Your task
What you return must match the entries word for word, minus the pictures.

*** Opening Supplied material ***

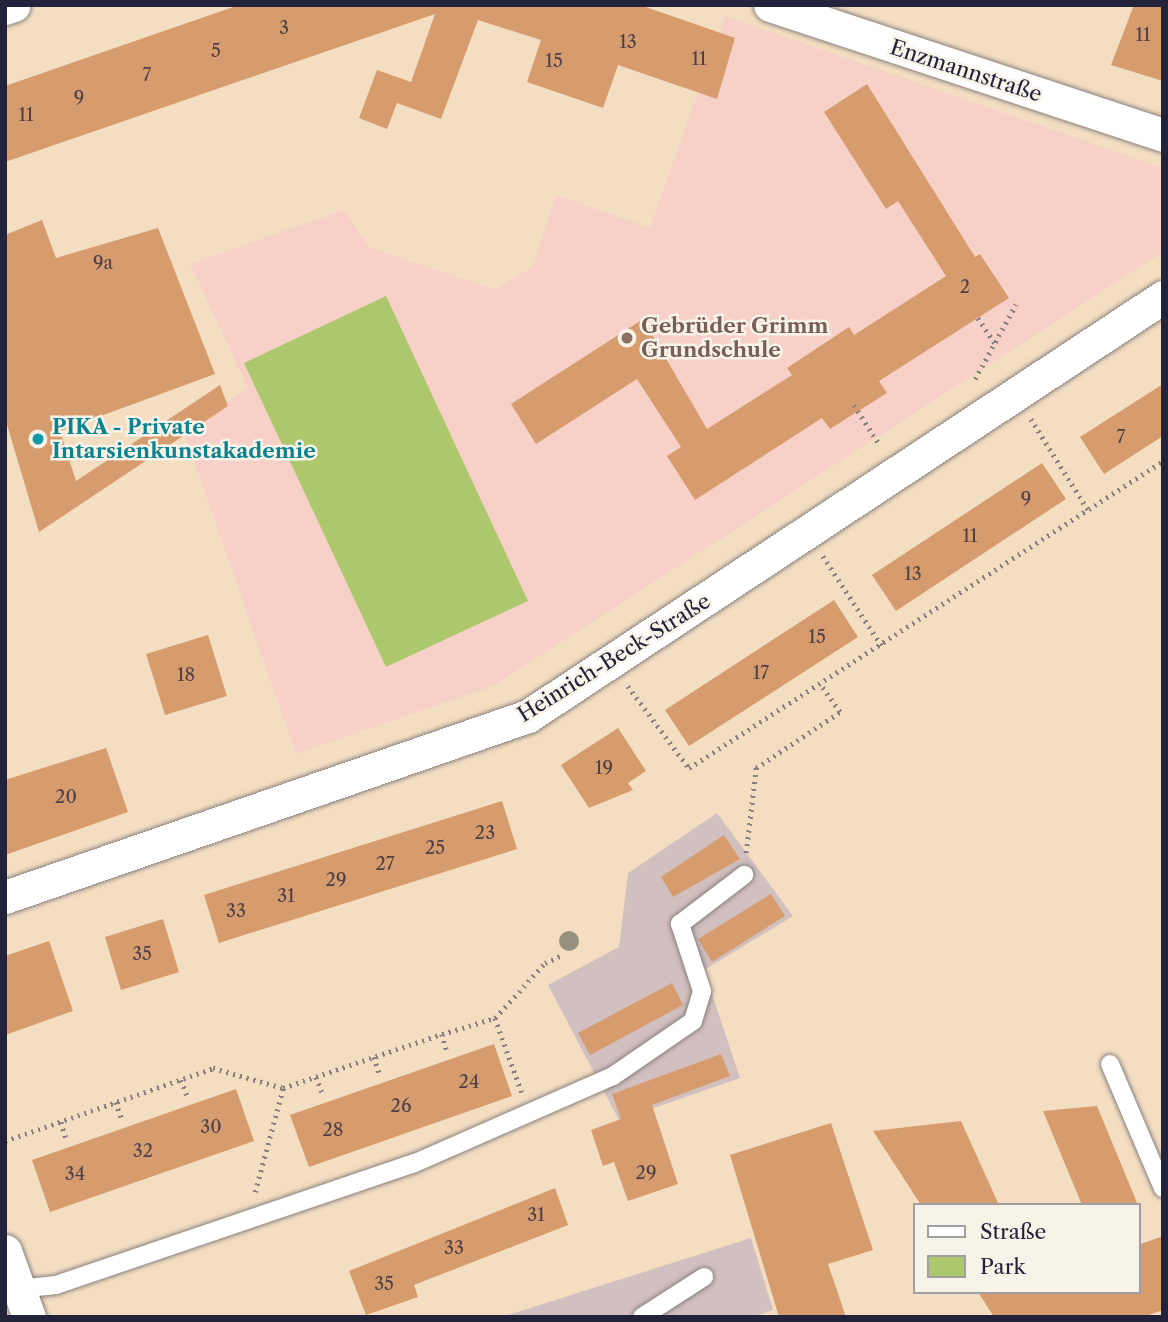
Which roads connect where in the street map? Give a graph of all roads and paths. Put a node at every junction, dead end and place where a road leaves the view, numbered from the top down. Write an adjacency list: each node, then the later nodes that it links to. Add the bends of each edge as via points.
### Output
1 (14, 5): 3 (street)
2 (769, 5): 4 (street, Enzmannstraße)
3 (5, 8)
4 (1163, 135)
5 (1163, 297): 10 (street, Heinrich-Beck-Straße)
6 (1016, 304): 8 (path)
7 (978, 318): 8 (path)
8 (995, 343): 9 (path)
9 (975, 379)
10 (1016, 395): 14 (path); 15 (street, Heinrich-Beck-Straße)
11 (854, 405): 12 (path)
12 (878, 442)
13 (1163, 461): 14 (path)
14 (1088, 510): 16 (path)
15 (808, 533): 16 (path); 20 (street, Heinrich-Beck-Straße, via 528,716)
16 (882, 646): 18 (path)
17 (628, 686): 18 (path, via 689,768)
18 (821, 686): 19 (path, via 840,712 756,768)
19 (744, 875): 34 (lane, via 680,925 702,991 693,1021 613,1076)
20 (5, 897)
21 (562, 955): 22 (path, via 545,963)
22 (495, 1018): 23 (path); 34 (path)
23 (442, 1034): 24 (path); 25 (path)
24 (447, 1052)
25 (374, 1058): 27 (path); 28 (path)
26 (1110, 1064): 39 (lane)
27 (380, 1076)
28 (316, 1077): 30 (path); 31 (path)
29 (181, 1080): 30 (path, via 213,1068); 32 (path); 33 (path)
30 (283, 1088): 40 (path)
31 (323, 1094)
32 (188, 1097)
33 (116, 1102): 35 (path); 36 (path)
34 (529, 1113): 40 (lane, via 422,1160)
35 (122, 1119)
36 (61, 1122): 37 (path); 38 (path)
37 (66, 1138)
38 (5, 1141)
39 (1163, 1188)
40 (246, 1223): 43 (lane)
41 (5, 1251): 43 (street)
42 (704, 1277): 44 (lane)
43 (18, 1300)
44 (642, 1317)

*** Closing Supplied material ***

Written response
Which roads connect where in the street map? Give a graph of all roads and paths. Put a node at every junction, dead end and place where a road leaves the view, numbered from the top down. Write an adjacency list: each node, then the later nodes that it links to. Add the bends of each edge as via points.
### Output
1 (14, 5): 3 (street)
2 (769, 5): 4 (street, Enzmannstraße)
3 (5, 8)
4 (1163, 135)
5 (1163, 297): 10 (street, Heinrich-Beck-Straße)
6 (1016, 304): 8 (path)
7 (978, 318): 8 (path)
8 (995, 343): 9 (path)
9 (975, 379)
10 (1016, 395): 14 (path); 15 (street, Heinrich-Beck-Straße)
11 (854, 405): 12 (path)
12 (878, 442)
13 (1163, 461): 14 (path)
14 (1088, 510): 16 (path)
15 (808, 533): 16 (path); 20 (street, Heinrich-Beck-Straße, via 528,716)
16 (882, 646): 18 (path)
17 (628, 686): 18 (path, via 689,768)
18 (821, 686): 19 (path, via 840,712 756,768)
19 (744, 875): 34 (lane, via 680,925 702,991 693,1021 613,1076)
20 (5, 897)
21 (562, 955): 22 (path, via 545,963)
22 (495, 1018): 23 (path); 34 (path)
23 (442, 1034): 24 (path); 25 (path)
24 (447, 1052)
25 (374, 1058): 27 (path); 28 (path)
26 (1110, 1064): 39 (lane)
27 (380, 1076)
28 (316, 1077): 30 (path); 31 (path)
29 (181, 1080): 30 (path, via 213,1068); 32 (path); 33 (path)
30 (283, 1088): 40 (path)
31 (323, 1094)
32 (188, 1097)
33 (116, 1102): 35 (path); 36 (path)
34 (529, 1113): 40 (lane, via 422,1160)
35 (122, 1119)
36 (61, 1122): 37 (path); 38 (path)
37 (66, 1138)
38 (5, 1141)
39 (1163, 1188)
40 (246, 1223): 43 (lane)
41 (5, 1251): 43 (street)
42 (704, 1277): 44 (lane)
43 (18, 1300)
44 (642, 1317)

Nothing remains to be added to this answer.